Yes, we've got a table out there summarizing what targets we are shooting for you, but yes this whole program has been targeted to valuating the lower Three Forks, this includes TF2, TF3 and TF4. We do have four wells in there that are TF1 well that we're drilling they are basically in the program as interference test wells and essentially been ensuring as we as Rich had mentioned in here what we wanted to do with this program was first to lineate the productive footprint or if basically determine the productivity of these lower zones because before we started this there really was not production from these low benches.

And so we've succeeded really impart one of this that is demonstrating that we've got a productive footprint to cover at least to this point 3800 square miles and so part two this is to demonstrate the reserve for getting here and production or incremental to the pay that's been a big question out here, so we're 65% through drilling hole these wells and our just proceeding ahead as planned and the results we've got at this point are very encouraging because we're seeing consistency of results within areas with the TF1 production in the area and really just the widespread nature of the performance that you think about in this Basin when you combined with Continental has done. We have got 14 producers and then you add two to it.

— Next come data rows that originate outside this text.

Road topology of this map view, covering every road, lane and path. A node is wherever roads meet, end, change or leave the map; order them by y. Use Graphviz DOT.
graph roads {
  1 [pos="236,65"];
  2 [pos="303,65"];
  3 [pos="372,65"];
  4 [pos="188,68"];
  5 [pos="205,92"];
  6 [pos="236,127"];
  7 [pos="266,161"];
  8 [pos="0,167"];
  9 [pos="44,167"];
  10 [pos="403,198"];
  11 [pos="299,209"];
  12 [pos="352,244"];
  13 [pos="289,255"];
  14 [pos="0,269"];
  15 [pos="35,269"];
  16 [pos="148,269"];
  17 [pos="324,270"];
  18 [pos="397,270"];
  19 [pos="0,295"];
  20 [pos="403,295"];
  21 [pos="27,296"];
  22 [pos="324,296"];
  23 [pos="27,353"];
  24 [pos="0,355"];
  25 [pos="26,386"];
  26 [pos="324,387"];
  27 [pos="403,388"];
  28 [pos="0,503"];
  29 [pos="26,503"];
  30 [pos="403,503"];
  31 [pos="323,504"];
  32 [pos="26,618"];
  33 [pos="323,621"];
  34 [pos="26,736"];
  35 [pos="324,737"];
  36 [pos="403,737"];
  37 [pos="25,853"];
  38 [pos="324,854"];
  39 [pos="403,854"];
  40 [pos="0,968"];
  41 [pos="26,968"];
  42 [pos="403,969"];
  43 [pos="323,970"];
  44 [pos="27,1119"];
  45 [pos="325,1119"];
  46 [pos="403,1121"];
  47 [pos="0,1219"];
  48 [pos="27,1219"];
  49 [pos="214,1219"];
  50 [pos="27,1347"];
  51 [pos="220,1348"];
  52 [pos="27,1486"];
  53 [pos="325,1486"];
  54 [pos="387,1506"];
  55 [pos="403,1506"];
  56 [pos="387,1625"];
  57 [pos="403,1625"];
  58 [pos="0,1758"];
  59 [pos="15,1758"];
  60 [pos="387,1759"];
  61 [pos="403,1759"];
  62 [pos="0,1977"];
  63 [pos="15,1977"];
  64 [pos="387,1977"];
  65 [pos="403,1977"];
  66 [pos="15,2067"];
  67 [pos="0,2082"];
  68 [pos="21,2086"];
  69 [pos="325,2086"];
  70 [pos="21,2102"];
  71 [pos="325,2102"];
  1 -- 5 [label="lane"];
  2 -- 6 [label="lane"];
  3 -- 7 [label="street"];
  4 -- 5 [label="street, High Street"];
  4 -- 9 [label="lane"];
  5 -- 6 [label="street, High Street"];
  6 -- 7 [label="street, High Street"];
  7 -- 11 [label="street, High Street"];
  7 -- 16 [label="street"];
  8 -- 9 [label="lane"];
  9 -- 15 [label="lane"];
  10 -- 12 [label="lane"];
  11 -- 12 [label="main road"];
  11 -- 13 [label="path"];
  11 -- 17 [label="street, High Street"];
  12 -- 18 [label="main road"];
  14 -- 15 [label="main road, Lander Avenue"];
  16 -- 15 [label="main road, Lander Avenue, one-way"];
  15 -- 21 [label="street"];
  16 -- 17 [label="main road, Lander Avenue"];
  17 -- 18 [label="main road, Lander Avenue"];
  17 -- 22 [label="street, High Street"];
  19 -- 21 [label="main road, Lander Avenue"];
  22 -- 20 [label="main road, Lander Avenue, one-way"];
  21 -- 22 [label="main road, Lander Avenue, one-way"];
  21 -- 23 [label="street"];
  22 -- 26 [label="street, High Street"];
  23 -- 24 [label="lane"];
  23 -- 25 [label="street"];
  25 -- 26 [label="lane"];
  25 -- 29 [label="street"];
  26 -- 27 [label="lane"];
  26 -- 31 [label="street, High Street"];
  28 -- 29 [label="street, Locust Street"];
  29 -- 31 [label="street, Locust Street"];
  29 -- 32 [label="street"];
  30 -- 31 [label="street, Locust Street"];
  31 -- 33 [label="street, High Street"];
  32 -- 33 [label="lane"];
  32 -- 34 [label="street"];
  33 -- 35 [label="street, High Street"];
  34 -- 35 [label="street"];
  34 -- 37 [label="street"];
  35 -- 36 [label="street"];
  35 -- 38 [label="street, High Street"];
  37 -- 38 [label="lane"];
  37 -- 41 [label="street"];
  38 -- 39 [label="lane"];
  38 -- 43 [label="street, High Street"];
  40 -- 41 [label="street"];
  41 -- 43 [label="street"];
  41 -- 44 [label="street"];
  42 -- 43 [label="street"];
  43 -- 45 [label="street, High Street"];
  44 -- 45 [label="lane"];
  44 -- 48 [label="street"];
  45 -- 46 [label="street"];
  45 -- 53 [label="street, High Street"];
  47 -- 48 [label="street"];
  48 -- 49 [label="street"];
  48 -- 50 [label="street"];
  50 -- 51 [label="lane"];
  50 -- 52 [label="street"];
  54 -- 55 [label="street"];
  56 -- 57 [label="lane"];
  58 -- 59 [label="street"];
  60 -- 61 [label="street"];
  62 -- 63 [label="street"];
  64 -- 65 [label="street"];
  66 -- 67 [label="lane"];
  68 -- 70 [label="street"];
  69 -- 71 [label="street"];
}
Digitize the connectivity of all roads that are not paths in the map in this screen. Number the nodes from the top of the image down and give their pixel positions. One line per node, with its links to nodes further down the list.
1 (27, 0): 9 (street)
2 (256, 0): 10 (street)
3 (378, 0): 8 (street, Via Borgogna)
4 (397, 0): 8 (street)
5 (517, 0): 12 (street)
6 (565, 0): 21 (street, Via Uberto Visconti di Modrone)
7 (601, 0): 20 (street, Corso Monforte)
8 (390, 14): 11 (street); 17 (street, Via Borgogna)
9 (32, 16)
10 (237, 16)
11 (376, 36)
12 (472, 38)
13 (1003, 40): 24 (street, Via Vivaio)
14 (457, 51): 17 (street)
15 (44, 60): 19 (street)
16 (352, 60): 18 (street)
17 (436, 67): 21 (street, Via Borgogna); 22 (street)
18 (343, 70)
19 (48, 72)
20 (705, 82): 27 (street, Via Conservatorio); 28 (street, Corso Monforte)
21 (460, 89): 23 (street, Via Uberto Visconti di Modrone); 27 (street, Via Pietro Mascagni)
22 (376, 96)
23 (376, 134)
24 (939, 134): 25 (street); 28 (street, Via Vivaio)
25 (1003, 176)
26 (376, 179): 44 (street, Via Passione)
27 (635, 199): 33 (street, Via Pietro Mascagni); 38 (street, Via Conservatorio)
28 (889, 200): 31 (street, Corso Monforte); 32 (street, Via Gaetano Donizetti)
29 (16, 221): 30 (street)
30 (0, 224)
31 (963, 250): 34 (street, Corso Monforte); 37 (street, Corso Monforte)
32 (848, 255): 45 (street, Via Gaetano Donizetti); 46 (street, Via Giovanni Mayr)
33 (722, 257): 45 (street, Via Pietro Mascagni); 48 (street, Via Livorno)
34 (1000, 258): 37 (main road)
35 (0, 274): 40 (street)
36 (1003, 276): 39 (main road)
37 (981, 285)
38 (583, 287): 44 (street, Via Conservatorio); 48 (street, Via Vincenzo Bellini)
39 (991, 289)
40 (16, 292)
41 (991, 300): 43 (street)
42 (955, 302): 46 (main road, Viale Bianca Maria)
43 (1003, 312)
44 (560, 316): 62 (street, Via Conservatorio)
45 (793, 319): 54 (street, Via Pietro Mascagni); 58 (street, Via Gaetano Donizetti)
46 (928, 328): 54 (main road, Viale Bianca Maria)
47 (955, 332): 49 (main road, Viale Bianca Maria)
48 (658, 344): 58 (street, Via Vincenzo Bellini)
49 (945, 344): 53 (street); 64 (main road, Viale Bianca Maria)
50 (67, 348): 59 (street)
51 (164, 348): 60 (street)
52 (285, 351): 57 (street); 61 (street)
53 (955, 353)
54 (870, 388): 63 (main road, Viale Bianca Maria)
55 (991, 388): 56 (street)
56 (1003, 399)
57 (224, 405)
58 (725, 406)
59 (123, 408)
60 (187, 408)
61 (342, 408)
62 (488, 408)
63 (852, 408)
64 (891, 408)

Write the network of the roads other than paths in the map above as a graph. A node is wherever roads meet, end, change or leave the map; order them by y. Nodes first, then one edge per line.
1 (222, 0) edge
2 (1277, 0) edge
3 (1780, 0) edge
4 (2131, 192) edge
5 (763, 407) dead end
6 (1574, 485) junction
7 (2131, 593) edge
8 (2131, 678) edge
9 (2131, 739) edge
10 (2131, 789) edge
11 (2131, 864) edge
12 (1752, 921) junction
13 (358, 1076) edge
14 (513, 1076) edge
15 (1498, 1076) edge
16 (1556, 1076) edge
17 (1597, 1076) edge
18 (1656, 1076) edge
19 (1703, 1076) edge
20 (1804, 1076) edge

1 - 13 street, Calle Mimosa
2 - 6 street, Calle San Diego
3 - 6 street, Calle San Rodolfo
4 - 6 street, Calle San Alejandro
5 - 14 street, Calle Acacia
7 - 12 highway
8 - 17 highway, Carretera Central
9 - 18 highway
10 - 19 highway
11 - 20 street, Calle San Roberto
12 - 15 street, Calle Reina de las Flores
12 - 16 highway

The wells have been completed by other operators out here. There are total of actually 18 lower Three Forks and that would be TF2, TF3, and TF4 producers within a 3,500 square mile area and the odds of us getting out here and drilling that few wells in that large of an area and getting these kind of results that we've incurred is, I think gives us a lot of confidence in the overall extent for Continental to play.

Rick Bott

So Drew if I could just add one small point to make sure we answer your specific question for the wells that are being drilled in that program they are in units that already have a well in them, not necessarily both TF1 and the middle Bakken but there's another well in those units, and they're also very close to the core control that we had.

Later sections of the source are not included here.